Dataset records:
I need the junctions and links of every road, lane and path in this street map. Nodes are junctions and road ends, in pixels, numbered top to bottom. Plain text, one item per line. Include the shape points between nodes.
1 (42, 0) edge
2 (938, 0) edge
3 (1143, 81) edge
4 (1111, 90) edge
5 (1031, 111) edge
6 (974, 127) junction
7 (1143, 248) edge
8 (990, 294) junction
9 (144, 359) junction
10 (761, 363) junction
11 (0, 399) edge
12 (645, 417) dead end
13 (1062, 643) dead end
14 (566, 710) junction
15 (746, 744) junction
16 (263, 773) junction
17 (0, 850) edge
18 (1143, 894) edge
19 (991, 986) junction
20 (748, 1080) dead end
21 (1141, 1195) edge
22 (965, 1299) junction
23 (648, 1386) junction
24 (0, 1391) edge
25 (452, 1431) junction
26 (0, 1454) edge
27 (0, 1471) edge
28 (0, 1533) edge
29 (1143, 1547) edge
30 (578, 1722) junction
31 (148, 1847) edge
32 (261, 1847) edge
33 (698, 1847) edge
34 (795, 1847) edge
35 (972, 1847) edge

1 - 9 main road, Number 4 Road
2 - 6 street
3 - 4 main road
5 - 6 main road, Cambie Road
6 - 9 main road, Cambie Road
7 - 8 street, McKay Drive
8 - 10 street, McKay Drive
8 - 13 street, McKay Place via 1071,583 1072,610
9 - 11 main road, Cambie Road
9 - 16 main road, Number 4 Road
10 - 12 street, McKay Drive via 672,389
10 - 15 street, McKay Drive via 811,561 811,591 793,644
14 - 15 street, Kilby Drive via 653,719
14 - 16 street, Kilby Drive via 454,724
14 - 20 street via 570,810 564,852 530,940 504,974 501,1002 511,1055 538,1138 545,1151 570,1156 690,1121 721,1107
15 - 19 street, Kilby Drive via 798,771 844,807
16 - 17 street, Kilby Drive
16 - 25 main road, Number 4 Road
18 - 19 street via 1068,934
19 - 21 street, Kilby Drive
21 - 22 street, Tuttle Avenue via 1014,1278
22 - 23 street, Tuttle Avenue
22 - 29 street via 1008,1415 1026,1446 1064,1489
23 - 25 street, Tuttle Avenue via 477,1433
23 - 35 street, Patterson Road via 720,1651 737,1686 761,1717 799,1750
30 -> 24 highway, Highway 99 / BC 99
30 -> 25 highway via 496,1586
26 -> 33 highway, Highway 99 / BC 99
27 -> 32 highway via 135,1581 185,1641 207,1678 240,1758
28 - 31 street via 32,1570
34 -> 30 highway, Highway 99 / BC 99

Assignment - Reproduce all of the records precisely. No word may differ.

Response below -
I need the junctions and links of every road, lane and path in this street map. Nodes are junctions and road ends, in pixels, numbered top to bottom. Plain text, one item per line. Include the shape points between nodes.
1 (42, 0) edge
2 (938, 0) edge
3 (1143, 81) edge
4 (1111, 90) edge
5 (1031, 111) edge
6 (974, 127) junction
7 (1143, 248) edge
8 (990, 294) junction
9 (144, 359) junction
10 (761, 363) junction
11 (0, 399) edge
12 (645, 417) dead end
13 (1062, 643) dead end
14 (566, 710) junction
15 (746, 744) junction
16 (263, 773) junction
17 (0, 850) edge
18 (1143, 894) edge
19 (991, 986) junction
20 (748, 1080) dead end
21 (1141, 1195) edge
22 (965, 1299) junction
23 (648, 1386) junction
24 (0, 1391) edge
25 (452, 1431) junction
26 (0, 1454) edge
27 (0, 1471) edge
28 (0, 1533) edge
29 (1143, 1547) edge
30 (578, 1722) junction
31 (148, 1847) edge
32 (261, 1847) edge
33 (698, 1847) edge
34 (795, 1847) edge
35 (972, 1847) edge

1 - 9 main road, Number 4 Road
2 - 6 street
3 - 4 main road
5 - 6 main road, Cambie Road
6 - 9 main road, Cambie Road
7 - 8 street, McKay Drive
8 - 10 street, McKay Drive
8 - 13 street, McKay Place via 1071,583 1072,610
9 - 11 main road, Cambie Road
9 - 16 main road, Number 4 Road
10 - 12 street, McKay Drive via 672,389
10 - 15 street, McKay Drive via 811,561 811,591 793,644
14 - 15 street, Kilby Drive via 653,719
14 - 16 street, Kilby Drive via 454,724
14 - 20 street via 570,810 564,852 530,940 504,974 501,1002 511,1055 538,1138 545,1151 570,1156 690,1121 721,1107
15 - 19 street, Kilby Drive via 798,771 844,807
16 - 17 street, Kilby Drive
16 - 25 main road, Number 4 Road
18 - 19 street via 1068,934
19 - 21 street, Kilby Drive
21 - 22 street, Tuttle Avenue via 1014,1278
22 - 23 street, Tuttle Avenue
22 - 29 street via 1008,1415 1026,1446 1064,1489
23 - 25 street, Tuttle Avenue via 477,1433
23 - 35 street, Patterson Road via 720,1651 737,1686 761,1717 799,1750
30 -> 24 highway, Highway 99 / BC 99
30 -> 25 highway via 496,1586
26 -> 33 highway, Highway 99 / BC 99
27 -> 32 highway via 135,1581 185,1641 207,1678 240,1758
28 - 31 street via 32,1570
34 -> 30 highway, Highway 99 / BC 99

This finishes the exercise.